**Required action:** Please reproduce the listing below exactly, leaving out every picture.

● ● ●

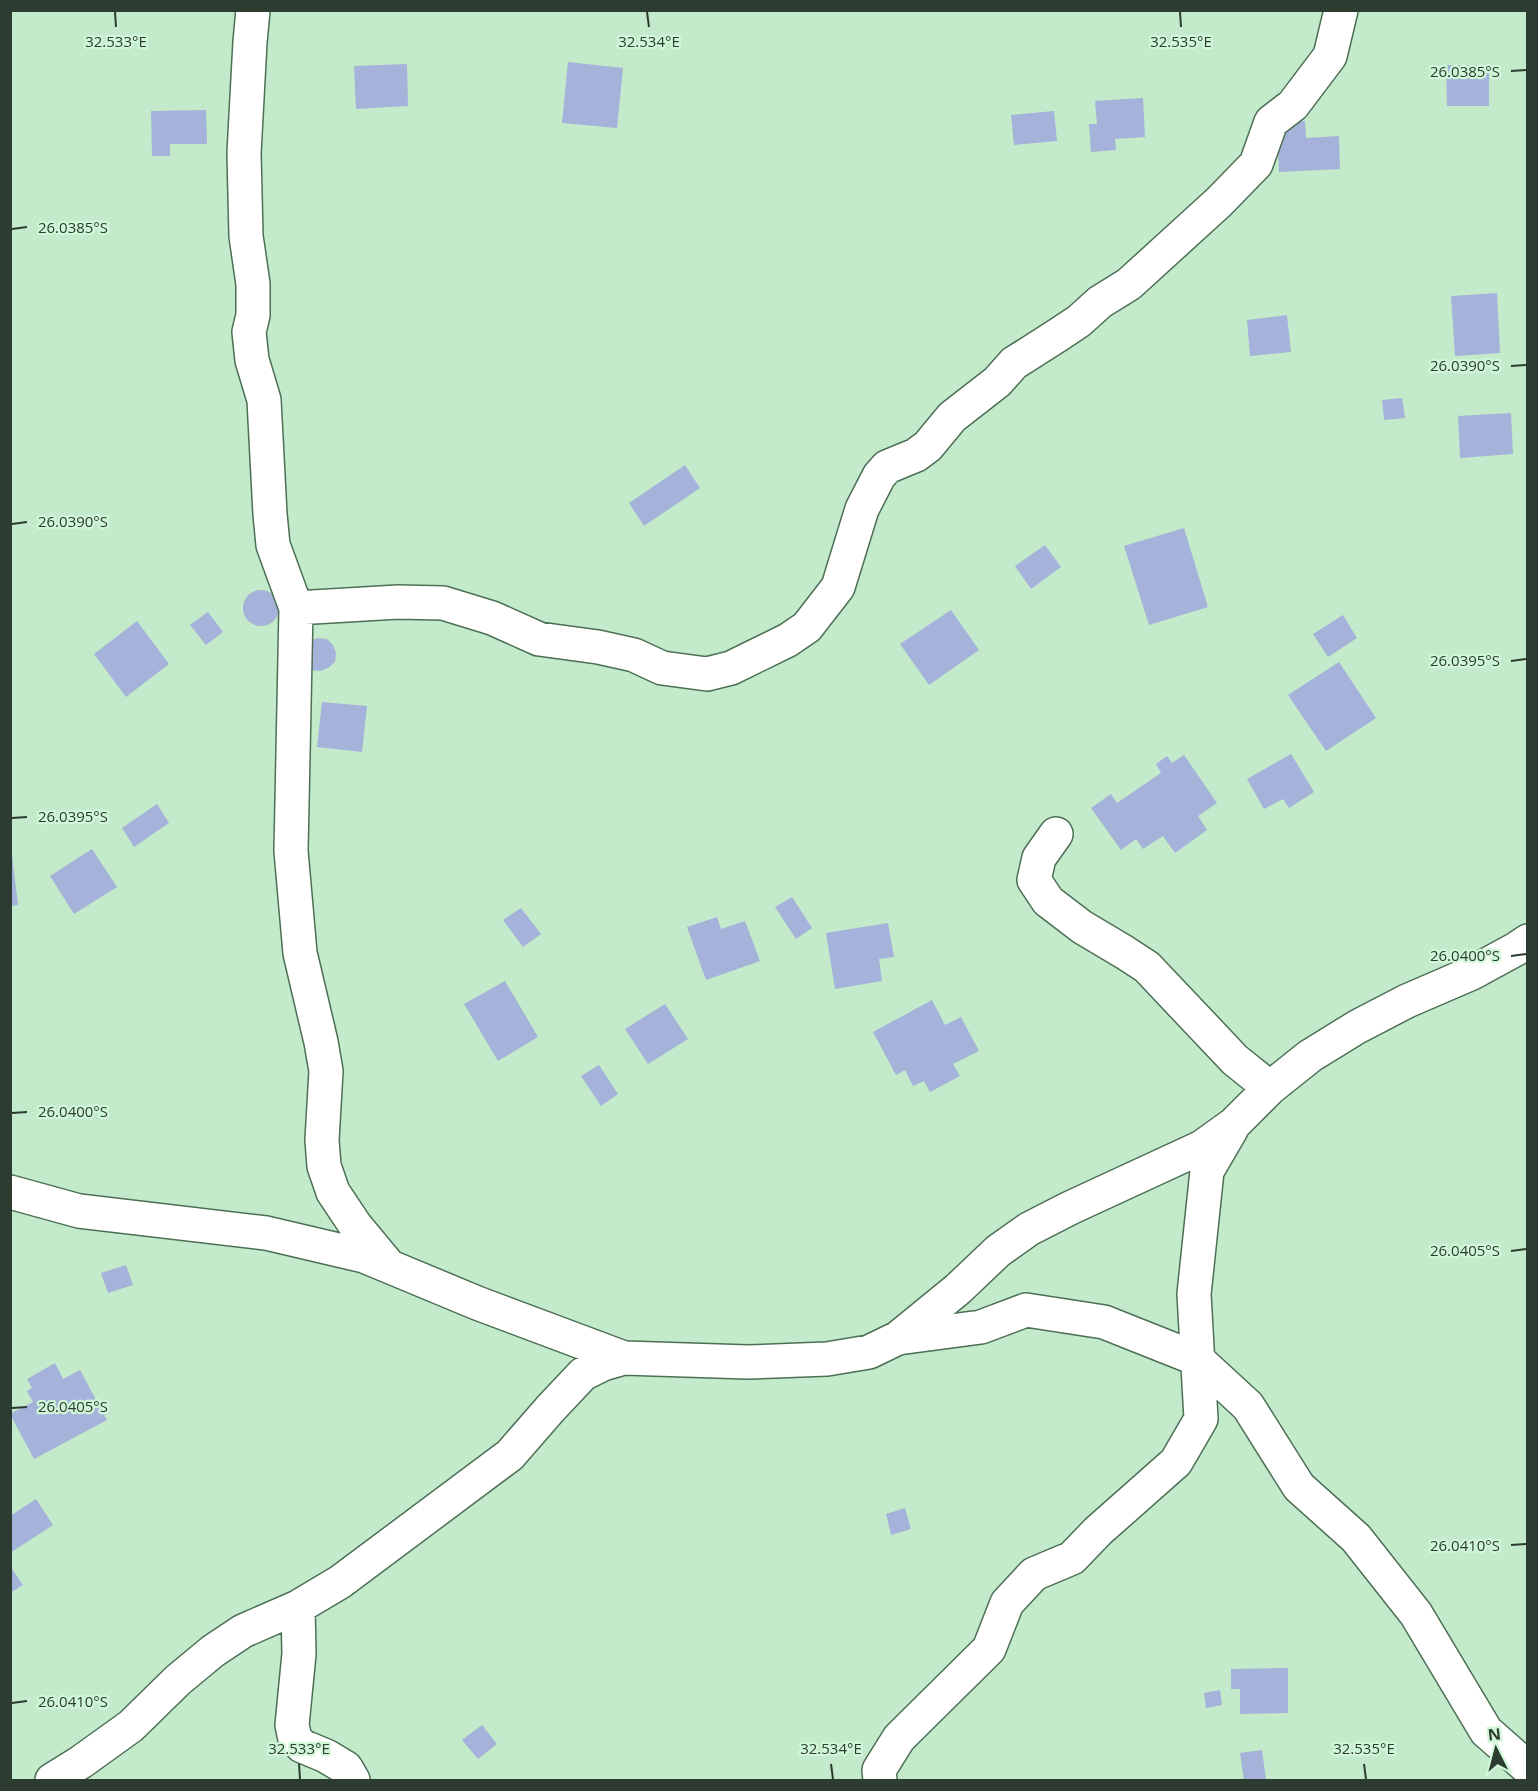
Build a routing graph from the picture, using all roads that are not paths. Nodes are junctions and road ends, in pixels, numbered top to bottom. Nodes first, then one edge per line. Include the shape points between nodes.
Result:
1 (253, 10) edge
2 (1341, 10) edge
3 (296, 608) junction
4 (1056, 834) dead end
5 (1527, 940) edge
6 (1270, 1088) junction
7 (1234, 1124) junction
8 (10, 1192) edge
9 (389, 1266) junction
10 (898, 1338) junction
11 (624, 1358) junction
12 (1197, 1359) junction
13 (298, 1607) junction
14 (1527, 1768) edge
15 (52, 1780) edge
16 (353, 1780) edge
17 (880, 1780) edge

1 - 3 street via 244,153 246,236 253,284 249,332 252,360 264,400 273,545
2 - 3 street via 1330,56 1293,105 1271,122 1256,164 1219,202 1129,284 1014,363 997,382 952,417 928,446 887,467 879,476 862,508 838,587 807,627 788,640 731,668 707,674 662,668 634,655 598,647 539,639 492,618 443,603
3 - 9 street via 291,851 300,953 326,1071 324,1166 333,1191 355,1225
4 - 6 street via 1039,858 1034,880 1048,901 1147,967 1235,1060
5 - 6 street via 1472,973 1357,1027 1310,1056
6 - 7 street
7 - 10 street via 1202,1147 1029,1229
7 - 12 street via 1208,1171 1194,1294
8 - 9 street via 79,1211 266,1233 364,1256
9 - 11 street
10 - 11 street via 869,1352 827,1359 748,1362
10 - 12 street via 981,1327 1026,1310 1104,1322
11 - 13 street via 583,1374 510,1455 340,1582
12 - 14 street via 1248,1406 1299,1487 1356,1538 1416,1614 1486,1731
12 - 17 street via 1201,1419 1176,1462 1072,1558 1034,1574 1027,1581 1007,1603 989,1649 899,1738 879,1770
13 - 15 street via 243,1631 213,1651 131,1726
13 - 16 street via 299,1654 292,1725 295,1739 345,1768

● ● ●

**Exercise answer:**
Build a routing graph from the picture, using all roads that are not paths. Nodes are junctions and road ends, in pixels, numbered top to bottom. Nodes first, then one edge per line. Include the shape points between nodes.
Result:
1 (253, 10) edge
2 (1341, 10) edge
3 (296, 608) junction
4 (1056, 834) dead end
5 (1527, 940) edge
6 (1270, 1088) junction
7 (1234, 1124) junction
8 (10, 1192) edge
9 (389, 1266) junction
10 (898, 1338) junction
11 (624, 1358) junction
12 (1197, 1359) junction
13 (298, 1607) junction
14 (1527, 1768) edge
15 (52, 1780) edge
16 (353, 1780) edge
17 (880, 1780) edge

1 - 3 street via 244,153 246,236 253,284 249,332 252,360 264,400 273,545
2 - 3 street via 1330,56 1293,105 1271,122 1256,164 1219,202 1129,284 1014,363 997,382 952,417 928,446 887,467 879,476 862,508 838,587 807,627 788,640 731,668 707,674 662,668 634,655 598,647 539,639 492,618 443,603
3 - 9 street via 291,851 300,953 326,1071 324,1166 333,1191 355,1225
4 - 6 street via 1039,858 1034,880 1048,901 1147,967 1235,1060
5 - 6 street via 1472,973 1357,1027 1310,1056
6 - 7 street
7 - 10 street via 1202,1147 1029,1229
7 - 12 street via 1208,1171 1194,1294
8 - 9 street via 79,1211 266,1233 364,1256
9 - 11 street
10 - 11 street via 869,1352 827,1359 748,1362
10 - 12 street via 981,1327 1026,1310 1104,1322
11 - 13 street via 583,1374 510,1455 340,1582
12 - 14 street via 1248,1406 1299,1487 1356,1538 1416,1614 1486,1731
12 - 17 street via 1201,1419 1176,1462 1072,1558 1034,1574 1027,1581 1007,1603 989,1649 899,1738 879,1770
13 - 15 street via 243,1631 213,1651 131,1726
13 - 16 street via 299,1654 292,1725 295,1739 345,1768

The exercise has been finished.